Do you use Z hob? And printing at low temp 180 for wood?

I print miniature buildings is .25 m m a good hight?

Kind regards Jan

Very grateful for the tips!

Actually no idea for small prints. I use it for big parts like lamps and speakers, so I go for the biggest layer height possible :slight_smile:
I print at the lower side (+3-5C) of the temp the manufacturer proposes. But maybe you want to try printing a temp tower first? Helps me always, when I try to dial in a new filament.
I use no retraction on the sidewinder, but normal PLA settings on the Prusa. And the Bambu might have its own ideas again… The stringing I get is anyway mostly like hair and I can brush it off.

A very good tip on the ams protector!!

Hi Dudditz and all Bumba Fans,

I would like to have some advice and help in printing wood pla on my Bambu Lab Carbon X1.

I’m trying to print wood pla miniature doors, but i’m still getting blobs on the surface of my doors, therefore looking not nicely:

I had to change my nozzle from 0.4 to 0.6, as the 0.4 nozzle started to get clogged after a while.
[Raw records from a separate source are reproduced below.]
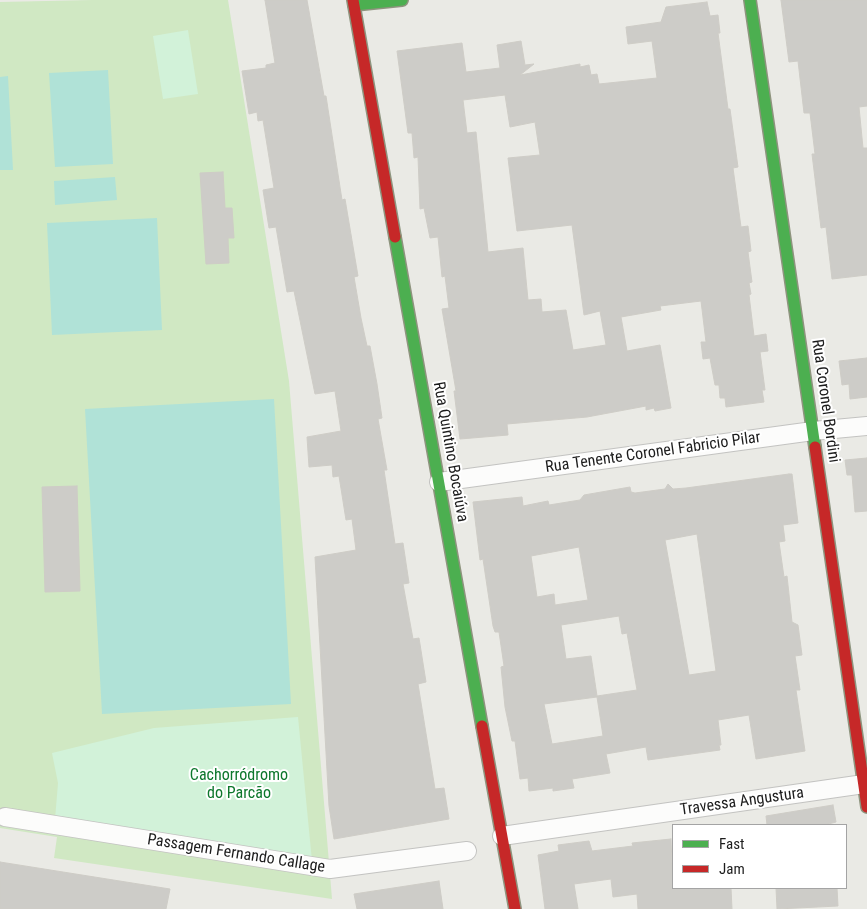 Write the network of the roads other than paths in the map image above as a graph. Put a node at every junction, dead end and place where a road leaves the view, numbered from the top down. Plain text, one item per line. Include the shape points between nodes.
1 (402, 0) edge
2 (750, 0) edge
3 (353, 2) edge
4 (867, 426) edge
5 (812, 431) junction
6 (439, 482) junction
7 (864, 784) junction
8 (867, 808) edge
9 (5, 817) dead end
10 (502, 836) junction
11 (467, 851) dead end
12 (514, 909) edge

1 - 3 street
2 - 5 street, Rua Coronel Bordini
3 - 6 street, Rua Quintino Bocaiúva
4 - 5 street, Rua Tenente Coronel Fabricio Pilar
5 - 6 street, Rua Tenente Coronel Fabricio Pilar
5 - 7 street, Rua Coronel Bordini
6 - 10 street, Rua Quintino Bocaiúva
7 - 8 street, Rua Coronel Bordini
7 - 10 street, Travessa Angustura
9 - 11 street, Passagem Fernando Callage via 330,869
10 - 12 street, Rua Quintino Bocaiúva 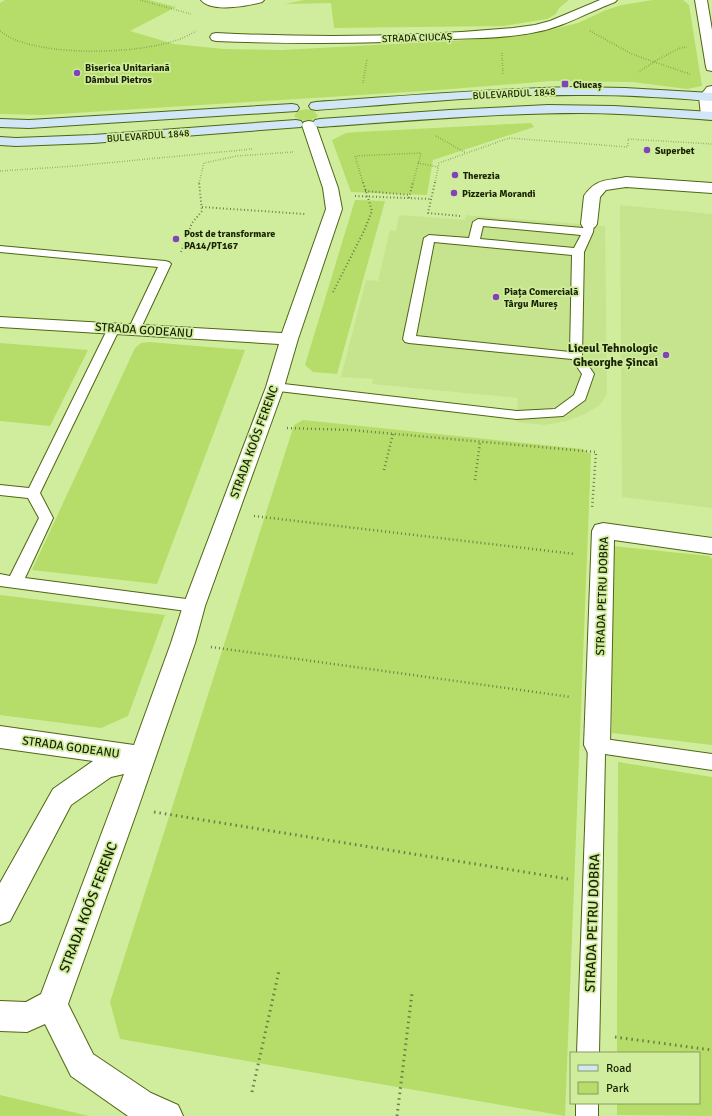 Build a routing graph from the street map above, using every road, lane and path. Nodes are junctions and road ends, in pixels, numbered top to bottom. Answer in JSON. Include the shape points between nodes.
{"nodes":[{"id":1,"x":140,"y":0,"type":"edge"},
{"id":2,"x":207,"y":0,"type":"edge"},
{"id":3,"x":258,"y":0,"type":"edge"},
{"id":4,"x":611,"y":0,"type":"edge"},
{"id":5,"x":701,"y":0,"type":"edge"},
{"id":6,"x":192,"y":15,"type":"dead end"},
{"id":7,"x":709,"y":19,"type":"edge"},
{"id":8,"x":586,"y":29,"type":"dead end"},
{"id":9,"x":198,"y":30,"type":"dead end"},
{"id":10,"x":0,"y":31,"type":"edge"},
{"id":11,"x":216,"y":37,"type":"dead end"},
{"id":12,"x":692,"y":46,"type":"dead end"},
{"id":13,"x":501,"y":50,"type":"dead end"},
{"id":14,"x":368,"y":58,"type":"dead end"},
{"id":15,"x":654,"y":62,"type":"junction"},
{"id":16,"x":712,"y":67,"type":"edge"},
{"id":17,"x":636,"y":73,"type":"dead end"},
{"id":18,"x":690,"y":74,"type":"dead end"},
{"id":19,"x":503,"y":79,"type":"dead end"},
{"id":20,"x":363,"y":84,"type":"dead end"},
{"id":21,"x":710,"y":94,"type":"edge"},
{"id":22,"x":316,"y":106,"type":"junction"},
{"id":23,"x":292,"y":108,"type":"junction"},
{"id":24,"x":710,"y":116,"type":"edge"},
{"id":25,"x":0,"y":123,"type":"edge"},
{"id":26,"x":308,"y":124,"type":"junction"},
{"id":27,"x":440,"y":138,"type":"dead end"},
{"id":28,"x":0,"y":141,"type":"edge"},
{"id":29,"x":712,"y":144,"type":"edge"},
{"id":30,"x":245,"y":151,"type":"dead end"},
{"id":31,"x":294,"y":152,"type":"dead end"},
{"id":32,"x":467,"y":153,"type":"junction"},
{"id":33,"x":418,"y":163,"type":"junction"},
{"id":34,"x":438,"y":167,"type":"junction"},
{"id":35,"x":0,"y":171,"type":"edge"},
{"id":36,"x":712,"y":188,"type":"edge"},
{"id":37,"x":365,"y":191,"type":"junction"},
{"id":38,"x":379,"y":192,"type":"junction"},
{"id":39,"x":351,"y":195,"type":"dead end"},
{"id":40,"x":410,"y":195,"type":"junction"},
{"id":41,"x":366,"y":196,"type":"junction"},
{"id":42,"x":377,"y":197,"type":"junction"},
{"id":43,"x":409,"y":198,"type":"junction"},
{"id":44,"x":431,"y":199,"type":"junction"},
{"id":45,"x":202,"y":207,"type":"junction"},
{"id":46,"x":305,"y":214,"type":"dead end"},
{"id":47,"x":478,"y":222,"type":"junction"},
{"id":48,"x":589,"y":228,"type":"junction"},
{"id":49,"x":474,"y":242,"type":"junction"},
{"id":50,"x":0,"y":249,"type":"edge"},
{"id":51,"x":578,"y":252,"type":"junction"},
{"id":52,"x":165,"y":264,"type":"junction"},
{"id":53,"x":331,"y":296,"type":"dead end"},
{"id":54,"x":0,"y":322,"type":"edge"},
{"id":55,"x":114,"y":328,"type":"junction"},
{"id":56,"x":141,"y":330,"type":"junction"},
{"id":57,"x":289,"y":339,"type":"junction"},
{"id":58,"x":576,"y":356,"type":"junction"},
{"id":59,"x":275,"y":387,"type":"junction"},
{"id":60,"x":283,"y":430,"type":"dead end"},
{"id":61,"x":393,"y":434,"type":"junction"},
{"id":62,"x":480,"y":442,"type":"junction"},
{"id":63,"x":384,"y":470,"type":"dead end"},
{"id":64,"x":475,"y":480,"type":"dead end"},
{"id":65,"x":0,"y":490,"type":"edge"},
{"id":66,"x":33,"y":493,"type":"junction"},
{"id":67,"x":592,"y":512,"type":"dead end"},
{"id":68,"x":253,"y":516,"type":"dead end"},
{"id":69,"x":712,"y":546,"type":"edge"},
{"id":70,"x":602,"y":558,"type":"junction"},
{"id":71,"x":8,"y":581,"type":"edge"},
{"id":72,"x":194,"y":606,"type":"junction"},
{"id":73,"x":204,"y":646,"type":"dead end"},
{"id":74,"x":598,"y":701,"type":"junction"},
{"id":75,"x":0,"y":737,"type":"edge"},
{"id":76,"x":597,"y":745,"type":"junction"},
{"id":77,"x":142,"y":758,"type":"junction"},
{"id":78,"x":712,"y":762,"type":"edge"},
{"id":79,"x":150,"y":812,"type":"dead end"},
{"id":80,"x":593,"y":883,"type":"junction"},
{"id":81,"x":0,"y":911,"type":"edge"},
{"id":82,"x":279,"y":972,"type":"dead end"},
{"id":83,"x":412,"y":993,"type":"dead end"},
{"id":84,"x":52,"y":1005,"type":"junction"},
{"id":85,"x":0,"y":1016,"type":"edge"},
{"id":86,"x":589,"y":1033,"type":"junction"},
{"id":87,"x":712,"y":1050,"type":"edge"},
{"id":88,"x":588,"y":1052,"type":"edge"},
{"id":89,"x":252,"y":1092,"type":"dead end"},
{"id":90,"x":587,"y":1104,"type":"edge"},
{"id":91,"x":167,"y":1116,"type":"edge"},
{"id":92,"x":397,"y":1116,"type":"edge"},
{"id":93,"x":586,"y":1116,"type":"edge"}],
"edges":[{"from":1,"to":6,"type":"path"},
{"from":2,"to":3,"type":"street","via":[[215,4],[232,5]]},
{"from":4,"to":11,"type":"street","name":"STRADA CIUCAȘ","via":[[554,24],[535,29],[421,38],[318,40]]},
{"from":5,"to":7,"type":"street"},
{"from":7,"to":16,"type":"street"},
{"from":8,"to":15,"type":"path","via":[[632,54]]},
{"from":9,"to":10,"type":"path","via":[[166,44],[103,52],[38,46],[17,41]]},
{"from":12,"to":15,"type":"path","via":[[680,48]]},
{"from":13,"to":19,"type":"path"},
{"from":14,"to":20,"type":"path"},
{"from":15,"to":17,"type":"path"},
{"from":15,"to":18,"type":"path"},
{"from":21,"to":22,"type":"street","name":"BULEVARDUL 1848","via":[[574,91],[504,93]]},
{"from":21,"to":24,"type":"street"},
{"from":22,"to":23,"type":"street","name":"BULEVARDUL 1848"},
{"from":22,"to":26,"type":"street","via":[[327,112],[328,116],[326,120]]},
{"from":23,"to":25,"type":"street","name":"BULEVARDUL 1848","via":[[29,124]]},
{"from":23,"to":26,"type":"street","via":[[284,115],[285,118]]},
{"from":24,"to":26,"type":"street","name":"BULEVARDUL 1848","via":[[581,109]]},
{"from":26,"to":28,"type":"street","name":"BULEVARDUL 1848","via":[[93,139]]},
{"from":26,"to":57,"type":"street","name":"STRADA KOÓS FERENC","via":[[333,195],[334,209]]},
{"from":27,"to":32,"type":"path"},
{"from":29,"to":32,"type":"path","via":[[628,139],[628,147],[509,138]]},
{"from":30,"to":35,"type":"path"},
{"from":31,"to":45,"type":"path","via":[[237,156],[204,163],[199,181]]},
{"from":32,"to":34,"type":"path","via":[[439,163]]},
{"from":33,"to":34,"type":"path"},
{"from":33,"to":37,"type":"path","via":[[421,153],[355,156]]},
{"from":33,"to":40,"type":"path"},
{"from":34,"to":44,"type":"path"},
{"from":36,"to":48,"type":"street","via":[[626,182],[601,186],[592,196]]},
{"from":37,"to":38,"type":"path"},
{"from":37,"to":41,"type":"path"},
{"from":38,"to":40,"type":"path"},
{"from":38,"to":42,"type":"path"},
{"from":39,"to":41,"type":"path"},
{"from":40,"to":43,"type":"path"},
{"from":41,"to":42,"type":"path"},
{"from":41,"to":53,"type":"path","via":[[372,211]]},
{"from":42,"to":43,"type":"path"},
{"from":43,"to":44,"type":"path"},
{"from":44,"to":47,"type":"path","via":[[428,213],[478,217]]},
{"from":45,"to":46,"type":"path"},
{"from":45,"to":52,"type":"path","via":[[202,211],[192,223],[182,252]]},
{"from":47,"to":48,"type":"lane"},
{"from":47,"to":49,"type":"lane"},
{"from":48,"to":51,"type":"lane"},
{"from":49,"to":51,"type":"lane"},
{"from":49,"to":58,"type":"lane","via":[[429,238],[409,339]]},
{"from":50,"to":52,"type":"lane"},
{"from":51,"to":58,"type":"lane"},
{"from":52,"to":56,"type":"lane"},
{"from":54,"to":55,"type":"street","name":"STRADA GODEANU"},
{"from":55,"to":56,"type":"street","name":"STRADA GODEANU"},
{"from":55,"to":66,"type":"lane"},
{"from":56,"to":57,"type":"street","name":"STRADA GODEANU"},
{"from":57,"to":59,"type":"street","name":"STRADA KOÓS FERENC"},
{"from":58,"to":59,"type":"lane","via":[[588,374],[580,397],[558,412],[517,415]]},
{"from":59,"to":72,"type":"street","name":"STRADA KOÓS FERENC"},
{"from":60,"to":61,"type":"path","via":[[290,427]]},
{"from":61,"to":62,"type":"path"},
{"from":61,"to":63,"type":"path"},
{"from":62,"to":64,"type":"path"},
{"from":62,"to":67,"type":"path","via":[[596,452]]},
{"from":65,"to":66,"type":"lane"},
{"from":66,"to":71,"type":"lane","via":[[46,518]]},
{"from":68,"to":70,"type":"path"},
{"from":69,"to":70,"type":"street","name":"STRADA PETRU DOBRA","via":[[603,531]]},
{"from":70,"to":74,"type":"street","name":"STRADA PETRU DOBRA"},
{"from":71,"to":72,"type":"lane"},
{"from":72,"to":77,"type":"street","name":"STRADA KOÓS FERENC"},
{"from":73,"to":74,"type":"path"},
{"from":74,"to":76,"type":"street","name":"STRADA PETRU DOBRA"},
{"from":75,"to":77,"type":"street","name":"STRADA GODEANU"},
{"from":76,"to":78,"type":"lane"},
{"from":76,"to":80,"type":"lane","name":"STRADA PETRU DOBRA"},
{"from":77,"to":81,"type":"street","via":[[104,768],[62,797]]},
{"from":77,"to":84,"type":"street","name":"STRADA KOÓS FERENC","via":[[126,808]]},
{"from":79,"to":80,"type":"path"},
{"from":80,"to":86,"type":"lane","name":"STRADA PETRU DOBRA"},
{"from":82,"to":89,"type":"path"},
{"from":83,"to":92,"type":"path"},
{"from":84,"to":85,"type":"street","via":[[27,1017]]},
{"from":84,"to":91,"type":"street","via":[[82,1065],[140,1105]]},
{"from":86,"to":87,"type":"path"},
{"from":86,"to":88,"type":"lane","name":"STRADA PETRU DOBRA"},
{"from":90,"to":93,"type":"lane"}]}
So now using the 0.6 nozzle I tried all these setting improvements:

  • nozzle from 0.4 to 0.6 (no more clogging for now)
  • temperature lower to from 220 - 190C
  • max volumetric speed from 12 mm³/s to 8, then 4 mm³/s
  • slow down outher and inner wall printing speed from 120mm/s to 60mm/s
  • put on ZHOB spriral 0.4mm
  • put on detect thin walls
  • put on avoid crossing walls (but with standard values 0 mm or %)
  • filament in dry holder 20% humidity

even with all these changes I still see blobs on the surface. I did not have this with the 0.4 nozzle configuration running ad standard 0.25mm specs at 200mm/s, but those specs are not even standard in the 0.6 mm nozzle configuration in bambu lab

Any advice to improve the quality on this?

Thank you very much

Jan


I would try running Orca Slicer’s flow and pressure advance calibrations.

The only changes I make for wood is 0.6 on higher wood content filament and change the engine to arachne when using 0.6 which can improve quality, Also most wood I run at about 210 and it’s pretty clean on 0.6 nozzle.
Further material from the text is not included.